6. The hybrid deployment method for online and offline tasks oriented to bursty loads as described in claim 5, characterized in that: The cluster resource planning method in step S5 specifically includes the following steps: S501. Sort the remaining resources of each node in the cluster in ascending order of remaining CPU resources, remaining memory resources, and remaining storage resources. S502. If the predicted number of online service Pods required for the next monitoring interval is less than or equal to the number of online service Pod instances currently running in the cluster, proceed to S503; otherwise, proceed to S504. S503. Starting from the sorted first node of the cluster, stop the online business Pod instances running on each node one by one until the number of online business Pods required for the next monitoring interval is met. Then, reorder each node of the cluster according to the set rules, and start from the reordered first node of the cluster to gradually deploy offline business Pod instances on the nodes until each node can no longer deploy more offline business instances.
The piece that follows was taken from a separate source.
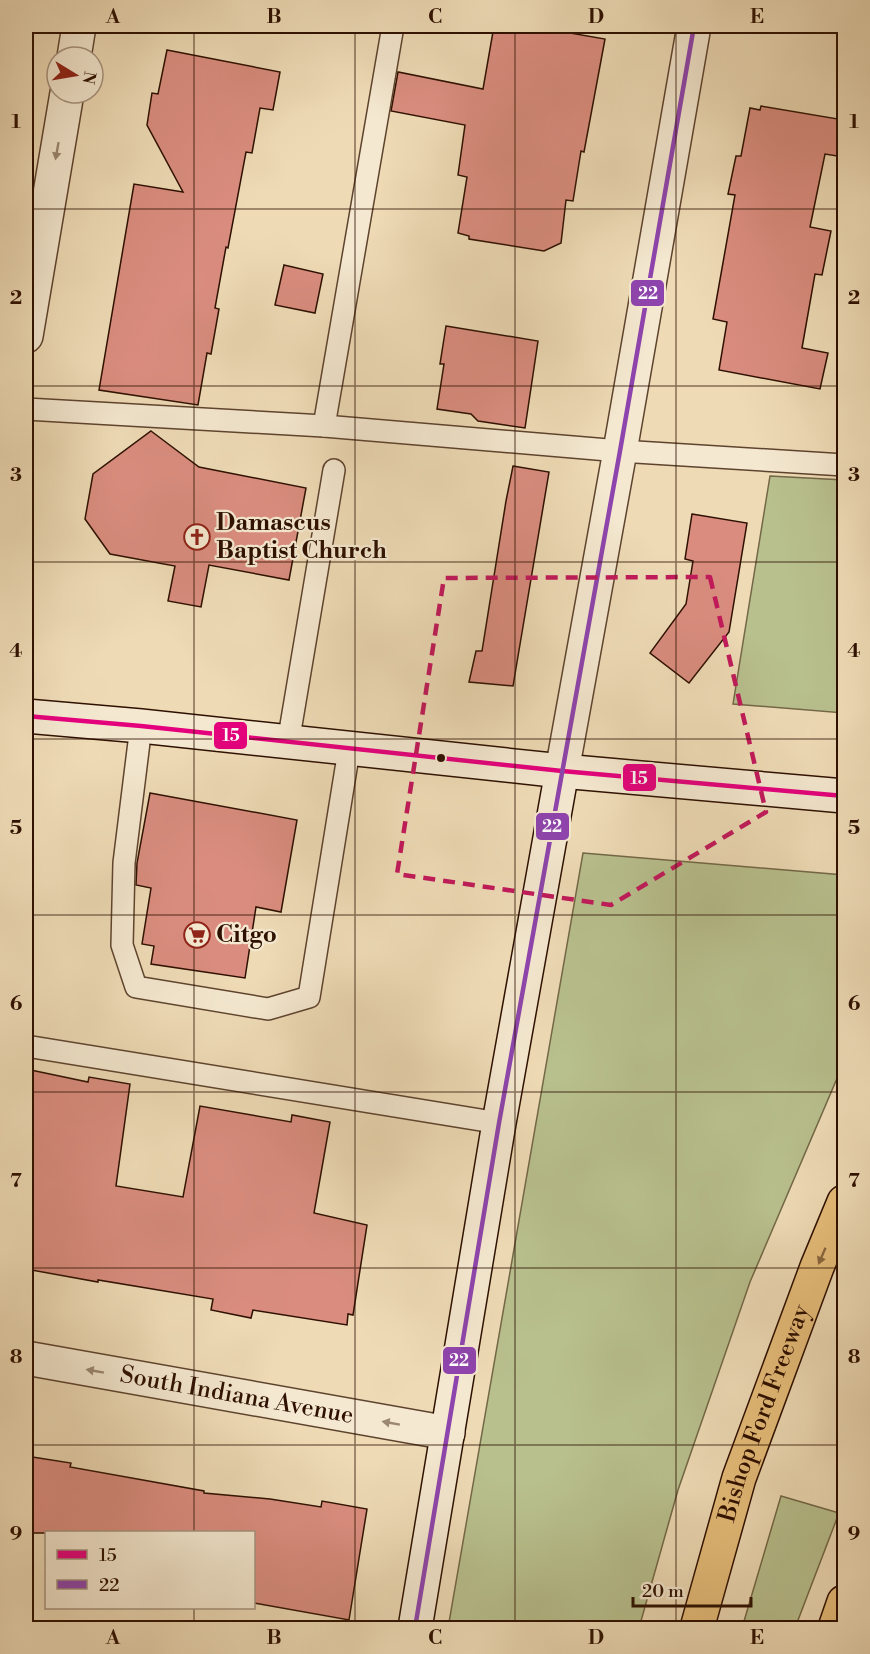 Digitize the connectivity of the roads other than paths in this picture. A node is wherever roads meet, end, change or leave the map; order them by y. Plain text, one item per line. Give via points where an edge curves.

S504. Starting from the first node of the sorted cluster, stop the offline business Pod instances running on each node one by one until the online business Pod quantity requirement for the next monitoring interval is met or each node has no offline business Pod instances to stop. Then, reorder each node of the cluster according to the set rules. Based on the predicted online business Pod quantity requirement for the next monitoring interval, start from the reordered first node of the cluster and gradually deploy online business Pod instances on the nodes until each node cannot deploy more online business instances or meets the predicted online business Pod quantity requirement. S505. The adjustment of hybrid deployment of online and offline services in the Kubernetes cluster is complete. This concludes the method.